## WORK INSTRUCTION
Give the data again exactly as it appears, excluding any pictures.

## DATA TO EXAMINE
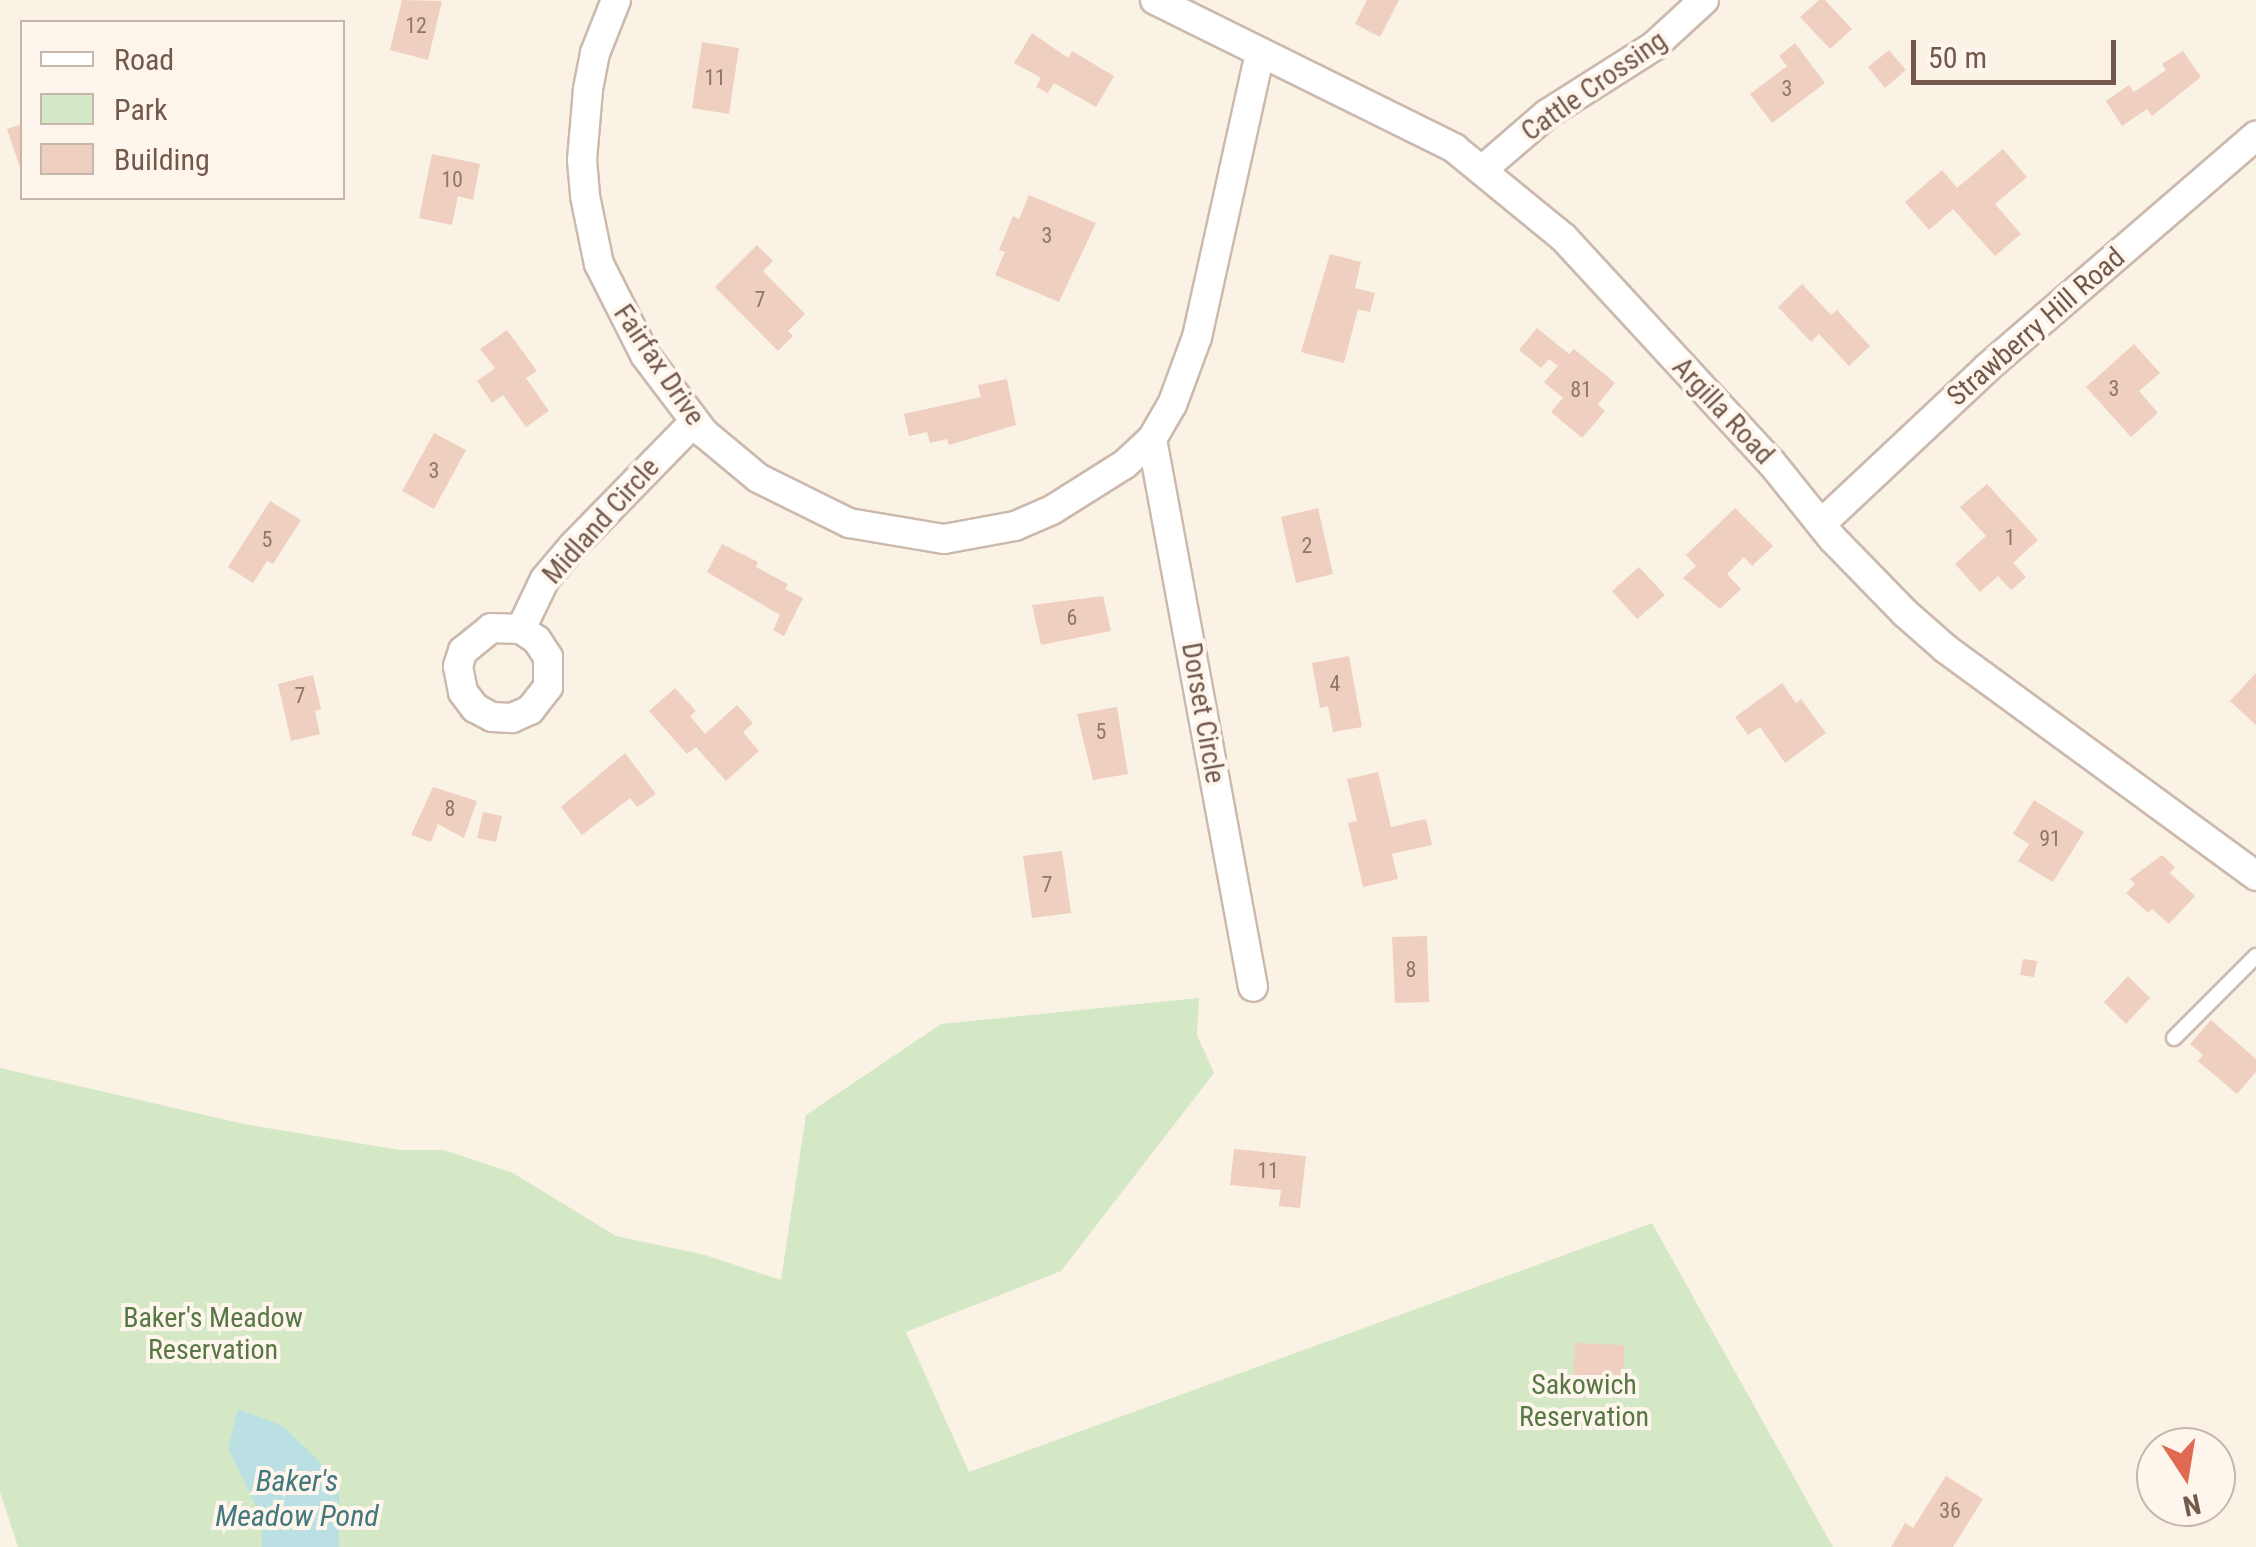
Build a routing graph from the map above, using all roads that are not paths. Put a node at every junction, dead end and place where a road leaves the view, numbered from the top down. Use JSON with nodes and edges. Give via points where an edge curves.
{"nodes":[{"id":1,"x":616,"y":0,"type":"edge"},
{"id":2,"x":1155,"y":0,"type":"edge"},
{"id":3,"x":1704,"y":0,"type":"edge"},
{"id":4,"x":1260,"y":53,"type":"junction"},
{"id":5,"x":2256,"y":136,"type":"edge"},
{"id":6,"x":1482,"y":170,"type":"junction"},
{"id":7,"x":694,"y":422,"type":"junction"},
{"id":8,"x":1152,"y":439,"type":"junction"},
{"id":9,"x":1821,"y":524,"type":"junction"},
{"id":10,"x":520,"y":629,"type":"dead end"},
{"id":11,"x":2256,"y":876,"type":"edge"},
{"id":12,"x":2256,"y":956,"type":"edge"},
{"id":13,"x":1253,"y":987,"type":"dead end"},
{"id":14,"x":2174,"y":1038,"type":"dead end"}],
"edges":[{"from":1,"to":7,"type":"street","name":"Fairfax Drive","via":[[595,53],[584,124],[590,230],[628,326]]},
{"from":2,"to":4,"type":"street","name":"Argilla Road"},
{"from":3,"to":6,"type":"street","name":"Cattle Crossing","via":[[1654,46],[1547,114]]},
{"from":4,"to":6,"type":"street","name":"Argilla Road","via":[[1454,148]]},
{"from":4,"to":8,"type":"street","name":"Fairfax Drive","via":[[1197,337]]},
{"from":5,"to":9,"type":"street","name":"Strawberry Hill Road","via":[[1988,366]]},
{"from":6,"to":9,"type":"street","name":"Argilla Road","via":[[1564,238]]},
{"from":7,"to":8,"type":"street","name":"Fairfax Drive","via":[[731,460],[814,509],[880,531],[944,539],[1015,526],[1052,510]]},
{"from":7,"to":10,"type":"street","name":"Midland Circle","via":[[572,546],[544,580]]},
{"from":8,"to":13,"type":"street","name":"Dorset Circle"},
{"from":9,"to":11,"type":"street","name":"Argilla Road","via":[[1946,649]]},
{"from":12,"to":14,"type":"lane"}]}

## RESPONSE FOR THIS EXERCISE
Build a routing graph from the map above, using all roads that are not paths. Put a node at every junction, dead end and place where a road leaves the view, numbered from the top down. Use JSON with nodes and edges. Give via points where an edge curves.
{"nodes":[{"id":1,"x":616,"y":0,"type":"edge"},
{"id":2,"x":1155,"y":0,"type":"edge"},
{"id":3,"x":1704,"y":0,"type":"edge"},
{"id":4,"x":1260,"y":53,"type":"junction"},
{"id":5,"x":2256,"y":136,"type":"edge"},
{"id":6,"x":1482,"y":170,"type":"junction"},
{"id":7,"x":694,"y":422,"type":"junction"},
{"id":8,"x":1152,"y":439,"type":"junction"},
{"id":9,"x":1821,"y":524,"type":"junction"},
{"id":10,"x":520,"y":629,"type":"dead end"},
{"id":11,"x":2256,"y":876,"type":"edge"},
{"id":12,"x":2256,"y":956,"type":"edge"},
{"id":13,"x":1253,"y":987,"type":"dead end"},
{"id":14,"x":2174,"y":1038,"type":"dead end"}],
"edges":[{"from":1,"to":7,"type":"street","name":"Fairfax Drive","via":[[595,53],[584,124],[590,230],[628,326]]},
{"from":2,"to":4,"type":"street","name":"Argilla Road"},
{"from":3,"to":6,"type":"street","name":"Cattle Crossing","via":[[1654,46],[1547,114]]},
{"from":4,"to":6,"type":"street","name":"Argilla Road","via":[[1454,148]]},
{"from":4,"to":8,"type":"street","name":"Fairfax Drive","via":[[1197,337]]},
{"from":5,"to":9,"type":"street","name":"Strawberry Hill Road","via":[[1988,366]]},
{"from":6,"to":9,"type":"street","name":"Argilla Road","via":[[1564,238]]},
{"from":7,"to":8,"type":"street","name":"Fairfax Drive","via":[[731,460],[814,509],[880,531],[944,539],[1015,526],[1052,510]]},
{"from":7,"to":10,"type":"street","name":"Midland Circle","via":[[572,546],[544,580]]},
{"from":8,"to":13,"type":"street","name":"Dorset Circle"},
{"from":9,"to":11,"type":"street","name":"Argilla Road","via":[[1946,649]]},
{"from":12,"to":14,"type":"lane"}]}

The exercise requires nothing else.